> [PROBLEM DESCRIPTION] The records follow. Filter them to the lines that hold "Francisco".

Data excerpts:
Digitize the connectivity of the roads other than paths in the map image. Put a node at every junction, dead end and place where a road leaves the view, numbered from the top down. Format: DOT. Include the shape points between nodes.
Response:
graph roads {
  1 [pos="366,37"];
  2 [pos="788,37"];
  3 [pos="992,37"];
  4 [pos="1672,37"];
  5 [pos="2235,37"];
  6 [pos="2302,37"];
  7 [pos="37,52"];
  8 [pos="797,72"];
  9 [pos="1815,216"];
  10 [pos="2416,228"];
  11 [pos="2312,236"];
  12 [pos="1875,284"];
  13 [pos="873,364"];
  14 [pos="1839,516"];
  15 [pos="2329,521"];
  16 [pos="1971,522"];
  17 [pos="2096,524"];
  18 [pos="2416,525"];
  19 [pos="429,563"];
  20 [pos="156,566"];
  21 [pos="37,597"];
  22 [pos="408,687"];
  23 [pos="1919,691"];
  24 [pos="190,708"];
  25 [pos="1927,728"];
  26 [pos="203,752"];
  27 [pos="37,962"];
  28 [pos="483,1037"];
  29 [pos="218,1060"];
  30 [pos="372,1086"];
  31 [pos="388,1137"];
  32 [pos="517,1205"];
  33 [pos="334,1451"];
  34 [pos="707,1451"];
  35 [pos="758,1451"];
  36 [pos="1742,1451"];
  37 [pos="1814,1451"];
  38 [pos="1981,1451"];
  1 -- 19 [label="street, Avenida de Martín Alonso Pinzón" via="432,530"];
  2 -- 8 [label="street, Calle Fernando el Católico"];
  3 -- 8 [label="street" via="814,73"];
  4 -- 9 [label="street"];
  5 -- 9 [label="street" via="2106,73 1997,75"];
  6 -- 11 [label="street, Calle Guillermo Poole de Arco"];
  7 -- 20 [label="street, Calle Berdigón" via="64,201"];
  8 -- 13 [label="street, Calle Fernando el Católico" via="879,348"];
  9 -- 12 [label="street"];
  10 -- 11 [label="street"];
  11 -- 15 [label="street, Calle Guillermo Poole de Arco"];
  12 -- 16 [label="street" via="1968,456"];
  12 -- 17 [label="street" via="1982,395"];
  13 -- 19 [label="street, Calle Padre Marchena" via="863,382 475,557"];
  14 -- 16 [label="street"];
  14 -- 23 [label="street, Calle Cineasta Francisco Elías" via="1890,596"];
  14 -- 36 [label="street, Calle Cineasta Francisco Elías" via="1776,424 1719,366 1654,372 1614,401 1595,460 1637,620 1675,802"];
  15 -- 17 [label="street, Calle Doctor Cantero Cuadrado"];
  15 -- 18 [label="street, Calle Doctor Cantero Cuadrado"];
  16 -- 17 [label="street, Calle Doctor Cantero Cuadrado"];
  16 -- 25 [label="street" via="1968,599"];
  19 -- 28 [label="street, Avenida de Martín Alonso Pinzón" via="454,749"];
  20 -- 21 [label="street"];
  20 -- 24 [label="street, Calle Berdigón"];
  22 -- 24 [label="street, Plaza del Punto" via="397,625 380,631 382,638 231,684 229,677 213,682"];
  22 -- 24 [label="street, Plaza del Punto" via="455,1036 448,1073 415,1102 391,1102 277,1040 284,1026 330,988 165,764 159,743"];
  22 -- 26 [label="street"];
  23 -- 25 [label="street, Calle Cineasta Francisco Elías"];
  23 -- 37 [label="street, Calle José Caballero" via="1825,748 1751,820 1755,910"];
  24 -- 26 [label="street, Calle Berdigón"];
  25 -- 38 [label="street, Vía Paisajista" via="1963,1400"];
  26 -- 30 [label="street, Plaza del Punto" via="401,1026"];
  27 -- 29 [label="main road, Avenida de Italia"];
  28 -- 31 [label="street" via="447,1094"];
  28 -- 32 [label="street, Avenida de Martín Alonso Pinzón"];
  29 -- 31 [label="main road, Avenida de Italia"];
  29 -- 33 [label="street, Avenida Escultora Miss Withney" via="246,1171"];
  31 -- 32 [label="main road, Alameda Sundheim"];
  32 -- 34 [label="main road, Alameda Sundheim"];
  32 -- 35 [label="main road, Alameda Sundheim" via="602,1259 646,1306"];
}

> [YOUR SOLUTION]
  14 -- 23 [label="street, Calle Cineasta Francisco Elías" via="1890,596"];
  14 -- 36 [label="street, Calle Cineasta Francisco Elías" via="1776,424 1719,366 1654,372 1614,401 1595,460 1637,620 1675,802"];
  23 -- 25 [label="street, Calle Cineasta Francisco Elías"];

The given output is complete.